Where smart business means intelligent software, both the construction industry guests agreed that Building Information Modelling, or BIM, is very topical. Simon Carr is on a BIM steering group in the Sheffield City Region called BIM4SMEs. The UK government is driving a requirement to have electronic records of future buildings in order to improve the efficiency of building, running, managing and maintaining them. “The potential for smart technology to integrate all aspects of factory or workspace building and operation is very clear,” said Radcliffe.
“The potential for smart technology to integrate all aspects of factory or workspace building and operation is very clear,” Steve Radcliffe, managing director, Clugston Construction
Education and training, as it often does, dominated the discussion. The guests agreed that to engage young people in the manufacturing, construction and trade industries required these sectors to engage with smart technology. IBM’s Colin Smith was impressed with the notion of teachers getting day release to visit companies to explore their needs, rather than, or as well as, visits by schoolchildren. This was needed in several sectors to better explain how to prepare young people for work.
It was noted that the ability, using information technology, to carry out many functions from one’s desk was producing change in the education and training of people coming into Industry. “Although in construction we still need people with hands-on trades skills for many of our tasks, such as bricklaying,” qualified Clugston’s Radcliffe.
Sociability and service
The place of social media was also discussed. The consensus seemed to be that to raise public profile in the companies attending, social media had its place. But, in a very pure business to business environment where one company is selling a very specific product to another company who knows that product completely, SM had limited value and could be seen as wasteful noise.
However, guests did express a real appreciation for increased visibility of how other businesses are changing.
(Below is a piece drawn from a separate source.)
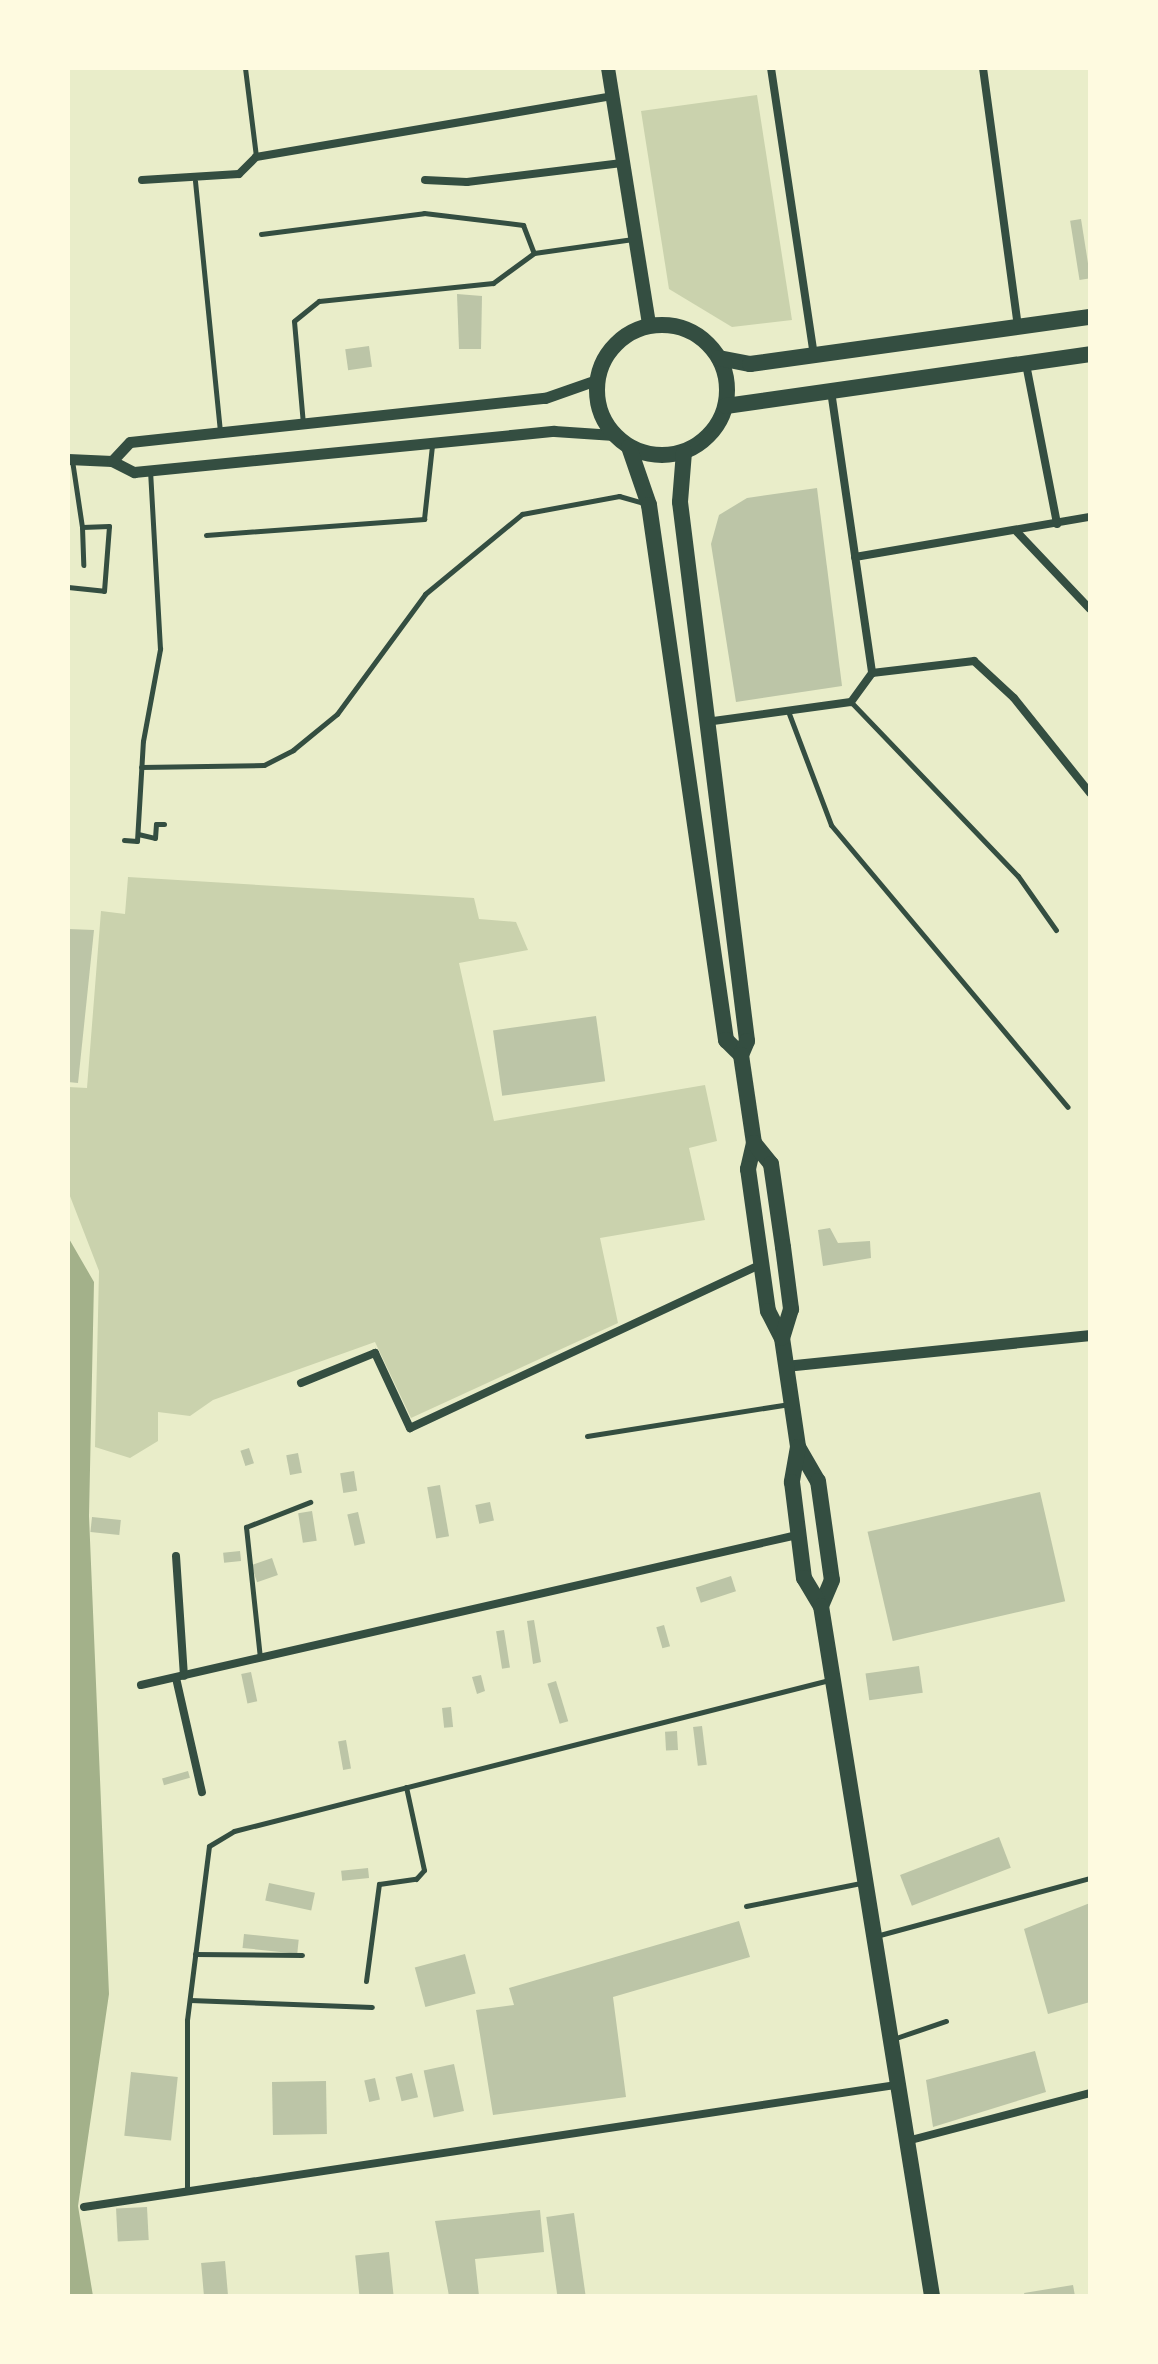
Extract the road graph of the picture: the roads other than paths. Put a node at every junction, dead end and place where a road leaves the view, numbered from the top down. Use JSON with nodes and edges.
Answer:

Progressing from once core competencies to new solutions in order to compete, win new business and survive recession.
John Robb, managing director of lighting manufacturer Cooper Industries in Rotherham, recently acquired by The Eaton Corporation, said LED technology had changed their business and brought about a repositioning of lighting as a solution to a business problem rather than a commodity with a traditional sales approach which touted “this light is better than yours”.
“A lot of businesses have recently come round to this philosophy. How can I make my product or service relevant to my customers, giving them benefits like increased sales or decreased costs, rather than a pure selling approach,” said IBM’s Mr Smith. But surely a light is a light is a light? Anexample of the consultancy-like work Cooper is doing comes from Heathrow Terminal 5, which has a large number of blown lights that remain unchanged. “When they designed the building, they didn’t devote enough time to working out how to get someone up there,” said Cooper Industries’ John Robb.
Some businesses are geared very specifically on scheduling a tight and fluctuating programme of orders. Mechanical seals manufacturer AESSEAL is such a company. With a huge number of SKUs and multiple customers globally, it’s pledge is guaranteed delivery anywhere in the world within 48-hours or no charge.
James Selka, production and HR director at AES, said the awardwinning company is examining the “changing and demanding requirements for the machine human interface and the need to accommodate creativity in production planning.” It is embarking on an exercise that is trying to finesse order variance with lean manufacturing and better human/machine interaction.
The smart factories of the future themselves may be built quickly, or in modular ways to enable rapid relocation or reconfiguration. “The modularisation of construction components that is happening now might also enable more flexibility with smart factories when the building owner wishes to make changes to building layout in order to keep up with their changing requirements,” said Steve Radcliffe.